• TASK OBJECTIVE: Copy each line below that has "path".

"""

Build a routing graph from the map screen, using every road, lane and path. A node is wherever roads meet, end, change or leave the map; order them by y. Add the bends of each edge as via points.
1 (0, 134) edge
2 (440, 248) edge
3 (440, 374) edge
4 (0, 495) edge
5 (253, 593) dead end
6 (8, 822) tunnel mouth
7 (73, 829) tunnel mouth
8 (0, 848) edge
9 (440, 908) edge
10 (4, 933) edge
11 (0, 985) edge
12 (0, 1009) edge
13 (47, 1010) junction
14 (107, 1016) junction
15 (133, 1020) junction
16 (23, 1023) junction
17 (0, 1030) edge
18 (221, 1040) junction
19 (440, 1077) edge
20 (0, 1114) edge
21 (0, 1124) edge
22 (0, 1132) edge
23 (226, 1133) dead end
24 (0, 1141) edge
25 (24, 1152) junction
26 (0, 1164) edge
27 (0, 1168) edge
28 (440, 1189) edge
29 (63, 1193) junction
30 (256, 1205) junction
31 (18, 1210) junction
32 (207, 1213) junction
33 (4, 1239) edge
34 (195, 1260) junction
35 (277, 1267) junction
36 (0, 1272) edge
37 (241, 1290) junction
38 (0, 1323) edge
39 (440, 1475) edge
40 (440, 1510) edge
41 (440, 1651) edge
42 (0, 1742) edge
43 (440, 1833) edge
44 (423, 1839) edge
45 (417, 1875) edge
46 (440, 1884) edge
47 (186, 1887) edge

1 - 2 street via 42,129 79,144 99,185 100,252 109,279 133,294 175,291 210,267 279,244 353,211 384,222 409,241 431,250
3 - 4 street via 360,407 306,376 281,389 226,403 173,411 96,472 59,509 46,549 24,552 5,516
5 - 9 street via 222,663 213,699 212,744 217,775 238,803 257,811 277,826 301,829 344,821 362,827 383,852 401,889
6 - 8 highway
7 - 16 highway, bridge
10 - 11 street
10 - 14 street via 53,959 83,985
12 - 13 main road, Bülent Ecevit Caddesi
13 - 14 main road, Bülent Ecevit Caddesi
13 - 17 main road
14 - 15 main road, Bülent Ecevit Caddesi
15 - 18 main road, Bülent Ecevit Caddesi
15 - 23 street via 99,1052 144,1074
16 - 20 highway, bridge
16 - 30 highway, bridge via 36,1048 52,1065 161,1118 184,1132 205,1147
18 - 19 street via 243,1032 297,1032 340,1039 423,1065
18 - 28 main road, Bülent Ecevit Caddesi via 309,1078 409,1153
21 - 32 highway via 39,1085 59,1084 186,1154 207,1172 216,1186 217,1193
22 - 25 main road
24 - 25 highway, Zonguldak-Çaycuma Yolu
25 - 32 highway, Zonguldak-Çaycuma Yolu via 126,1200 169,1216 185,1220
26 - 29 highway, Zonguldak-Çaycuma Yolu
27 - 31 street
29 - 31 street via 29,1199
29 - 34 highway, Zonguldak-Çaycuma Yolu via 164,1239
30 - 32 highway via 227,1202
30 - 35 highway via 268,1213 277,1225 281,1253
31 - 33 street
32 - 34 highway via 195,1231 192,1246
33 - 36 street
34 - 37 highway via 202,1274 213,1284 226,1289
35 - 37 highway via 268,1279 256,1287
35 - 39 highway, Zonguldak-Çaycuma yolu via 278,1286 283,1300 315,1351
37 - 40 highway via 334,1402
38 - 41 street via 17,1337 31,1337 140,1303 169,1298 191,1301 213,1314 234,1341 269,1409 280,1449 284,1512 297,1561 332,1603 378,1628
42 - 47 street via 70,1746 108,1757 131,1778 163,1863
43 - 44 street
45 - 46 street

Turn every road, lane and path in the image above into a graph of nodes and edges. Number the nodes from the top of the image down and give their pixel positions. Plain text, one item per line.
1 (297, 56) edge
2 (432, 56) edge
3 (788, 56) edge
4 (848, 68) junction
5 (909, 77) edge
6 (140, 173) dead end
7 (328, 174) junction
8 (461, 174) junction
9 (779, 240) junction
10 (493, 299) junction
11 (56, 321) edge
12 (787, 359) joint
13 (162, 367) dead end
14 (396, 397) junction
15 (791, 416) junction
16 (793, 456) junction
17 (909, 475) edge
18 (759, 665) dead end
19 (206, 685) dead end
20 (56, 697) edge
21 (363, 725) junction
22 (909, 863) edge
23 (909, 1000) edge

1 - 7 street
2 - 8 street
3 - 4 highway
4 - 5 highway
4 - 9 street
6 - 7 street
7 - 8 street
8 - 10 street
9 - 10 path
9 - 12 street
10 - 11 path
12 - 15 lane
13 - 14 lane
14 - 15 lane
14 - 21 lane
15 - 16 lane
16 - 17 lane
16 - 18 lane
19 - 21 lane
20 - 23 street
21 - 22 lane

"""

• REPLY:
Build a routing graph from the map screen, using every road, lane and path. A node is wherever roads meet, end, change or leave the map; order them by y. Add the bends of each edge as via points.
Turn every road, lane and path in the image above into a graph of nodes and edges. Number the nodes from the top of the image down and give their pixel positions. Plain text, one item per line.
9 - 10 path
10 - 11 path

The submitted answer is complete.